▶ EXERCISE PROMPT:
Below are entries to return in full. Keep each one exact.

● ● ● ● ●

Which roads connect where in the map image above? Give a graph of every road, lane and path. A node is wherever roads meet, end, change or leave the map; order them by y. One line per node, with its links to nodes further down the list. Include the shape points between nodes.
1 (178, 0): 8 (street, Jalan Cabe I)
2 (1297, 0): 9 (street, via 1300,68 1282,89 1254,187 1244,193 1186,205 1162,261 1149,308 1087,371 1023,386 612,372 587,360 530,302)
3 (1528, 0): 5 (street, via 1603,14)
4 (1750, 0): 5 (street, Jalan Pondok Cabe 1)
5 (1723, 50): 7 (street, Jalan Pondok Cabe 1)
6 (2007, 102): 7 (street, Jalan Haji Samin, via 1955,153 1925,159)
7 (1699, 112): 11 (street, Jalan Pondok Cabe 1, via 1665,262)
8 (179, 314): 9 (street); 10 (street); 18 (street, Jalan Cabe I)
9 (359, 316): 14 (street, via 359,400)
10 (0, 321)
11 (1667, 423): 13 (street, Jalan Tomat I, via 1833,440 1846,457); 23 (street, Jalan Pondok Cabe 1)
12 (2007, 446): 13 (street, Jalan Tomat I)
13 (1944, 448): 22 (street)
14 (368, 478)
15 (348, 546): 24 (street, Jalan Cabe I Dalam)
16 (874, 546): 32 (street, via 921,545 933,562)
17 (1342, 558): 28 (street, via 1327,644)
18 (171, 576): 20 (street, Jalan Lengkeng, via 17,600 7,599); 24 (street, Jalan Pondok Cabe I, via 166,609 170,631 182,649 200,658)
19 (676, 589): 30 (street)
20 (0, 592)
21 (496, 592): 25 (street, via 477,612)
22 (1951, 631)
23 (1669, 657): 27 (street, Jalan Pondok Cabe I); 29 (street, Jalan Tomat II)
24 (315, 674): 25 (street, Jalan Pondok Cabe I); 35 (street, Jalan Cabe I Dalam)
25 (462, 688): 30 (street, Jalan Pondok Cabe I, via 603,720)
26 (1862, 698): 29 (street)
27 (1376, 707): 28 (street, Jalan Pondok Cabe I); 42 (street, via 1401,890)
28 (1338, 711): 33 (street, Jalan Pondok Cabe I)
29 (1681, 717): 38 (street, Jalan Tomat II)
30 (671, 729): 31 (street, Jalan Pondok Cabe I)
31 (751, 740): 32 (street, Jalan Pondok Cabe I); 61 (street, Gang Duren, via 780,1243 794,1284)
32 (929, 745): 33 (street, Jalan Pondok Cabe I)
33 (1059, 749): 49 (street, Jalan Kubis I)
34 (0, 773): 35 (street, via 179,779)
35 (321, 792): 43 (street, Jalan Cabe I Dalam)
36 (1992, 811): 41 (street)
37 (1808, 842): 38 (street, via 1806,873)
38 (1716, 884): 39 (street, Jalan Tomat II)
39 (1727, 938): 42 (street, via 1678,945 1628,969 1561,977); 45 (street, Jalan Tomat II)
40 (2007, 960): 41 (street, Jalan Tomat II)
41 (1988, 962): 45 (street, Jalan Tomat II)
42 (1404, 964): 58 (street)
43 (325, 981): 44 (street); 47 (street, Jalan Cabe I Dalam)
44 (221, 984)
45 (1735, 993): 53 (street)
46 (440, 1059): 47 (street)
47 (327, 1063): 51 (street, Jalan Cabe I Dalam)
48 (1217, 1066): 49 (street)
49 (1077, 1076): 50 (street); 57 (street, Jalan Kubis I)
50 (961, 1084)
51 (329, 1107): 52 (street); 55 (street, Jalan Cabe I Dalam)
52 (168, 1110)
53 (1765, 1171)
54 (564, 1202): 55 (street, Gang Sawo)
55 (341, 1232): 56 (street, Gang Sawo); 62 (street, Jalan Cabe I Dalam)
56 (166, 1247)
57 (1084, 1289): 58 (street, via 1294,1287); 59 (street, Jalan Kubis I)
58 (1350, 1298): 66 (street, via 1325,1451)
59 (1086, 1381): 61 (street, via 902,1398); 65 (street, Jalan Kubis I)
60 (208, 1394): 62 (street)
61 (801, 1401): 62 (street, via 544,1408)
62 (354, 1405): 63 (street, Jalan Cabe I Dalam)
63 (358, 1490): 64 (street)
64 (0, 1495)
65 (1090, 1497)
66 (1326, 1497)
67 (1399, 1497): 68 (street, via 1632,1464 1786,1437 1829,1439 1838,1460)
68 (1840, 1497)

● ● ● ● ●

▶ ANSWER FOR THE TASK:
Which roads connect where in the map image above? Give a graph of every road, lane and path. A node is wherever roads meet, end, change or leave the map; order them by y. One line per node, with its links to nodes further down the list. Include the shape points between nodes.
1 (178, 0): 8 (street, Jalan Cabe I)
2 (1297, 0): 9 (street, via 1300,68 1282,89 1254,187 1244,193 1186,205 1162,261 1149,308 1087,371 1023,386 612,372 587,360 530,302)
3 (1528, 0): 5 (street, via 1603,14)
4 (1750, 0): 5 (street, Jalan Pondok Cabe 1)
5 (1723, 50): 7 (street, Jalan Pondok Cabe 1)
6 (2007, 102): 7 (street, Jalan Haji Samin, via 1955,153 1925,159)
7 (1699, 112): 11 (street, Jalan Pondok Cabe 1, via 1665,262)
8 (179, 314): 9 (street); 10 (street); 18 (street, Jalan Cabe I)
9 (359, 316): 14 (street, via 359,400)
10 (0, 321)
11 (1667, 423): 13 (street, Jalan Tomat I, via 1833,440 1846,457); 23 (street, Jalan Pondok Cabe 1)
12 (2007, 446): 13 (street, Jalan Tomat I)
13 (1944, 448): 22 (street)
14 (368, 478)
15 (348, 546): 24 (street, Jalan Cabe I Dalam)
16 (874, 546): 32 (street, via 921,545 933,562)
17 (1342, 558): 28 (street, via 1327,644)
18 (171, 576): 20 (street, Jalan Lengkeng, via 17,600 7,599); 24 (street, Jalan Pondok Cabe I, via 166,609 170,631 182,649 200,658)
19 (676, 589): 30 (street)
20 (0, 592)
21 (496, 592): 25 (street, via 477,612)
22 (1951, 631)
23 (1669, 657): 27 (street, Jalan Pondok Cabe I); 29 (street, Jalan Tomat II)
24 (315, 674): 25 (street, Jalan Pondok Cabe I); 35 (street, Jalan Cabe I Dalam)
25 (462, 688): 30 (street, Jalan Pondok Cabe I, via 603,720)
26 (1862, 698): 29 (street)
27 (1376, 707): 28 (street, Jalan Pondok Cabe I); 42 (street, via 1401,890)
28 (1338, 711): 33 (street, Jalan Pondok Cabe I)
29 (1681, 717): 38 (street, Jalan Tomat II)
30 (671, 729): 31 (street, Jalan Pondok Cabe I)
31 (751, 740): 32 (street, Jalan Pondok Cabe I); 61 (street, Gang Duren, via 780,1243 794,1284)
32 (929, 745): 33 (street, Jalan Pondok Cabe I)
33 (1059, 749): 49 (street, Jalan Kubis I)
34 (0, 773): 35 (street, via 179,779)
35 (321, 792): 43 (street, Jalan Cabe I Dalam)
36 (1992, 811): 41 (street)
37 (1808, 842): 38 (street, via 1806,873)
38 (1716, 884): 39 (street, Jalan Tomat II)
39 (1727, 938): 42 (street, via 1678,945 1628,969 1561,977); 45 (street, Jalan Tomat II)
40 (2007, 960): 41 (street, Jalan Tomat II)
41 (1988, 962): 45 (street, Jalan Tomat II)
42 (1404, 964): 58 (street)
43 (325, 981): 44 (street); 47 (street, Jalan Cabe I Dalam)
44 (221, 984)
45 (1735, 993): 53 (street)
46 (440, 1059): 47 (street)
47 (327, 1063): 51 (street, Jalan Cabe I Dalam)
48 (1217, 1066): 49 (street)
49 (1077, 1076): 50 (street); 57 (street, Jalan Kubis I)
50 (961, 1084)
51 (329, 1107): 52 (street); 55 (street, Jalan Cabe I Dalam)
52 (168, 1110)
53 (1765, 1171)
54 (564, 1202): 55 (street, Gang Sawo)
55 (341, 1232): 56 (street, Gang Sawo); 62 (street, Jalan Cabe I Dalam)
56 (166, 1247)
57 (1084, 1289): 58 (street, via 1294,1287); 59 (street, Jalan Kubis I)
58 (1350, 1298): 66 (street, via 1325,1451)
59 (1086, 1381): 61 (street, via 902,1398); 65 (street, Jalan Kubis I)
60 (208, 1394): 62 (street)
61 (801, 1401): 62 (street, via 544,1408)
62 (354, 1405): 63 (street, Jalan Cabe I Dalam)
63 (358, 1490): 64 (street)
64 (0, 1495)
65 (1090, 1497)
66 (1326, 1497)
67 (1399, 1497): 68 (street, via 1632,1464 1786,1437 1829,1439 1838,1460)
68 (1840, 1497)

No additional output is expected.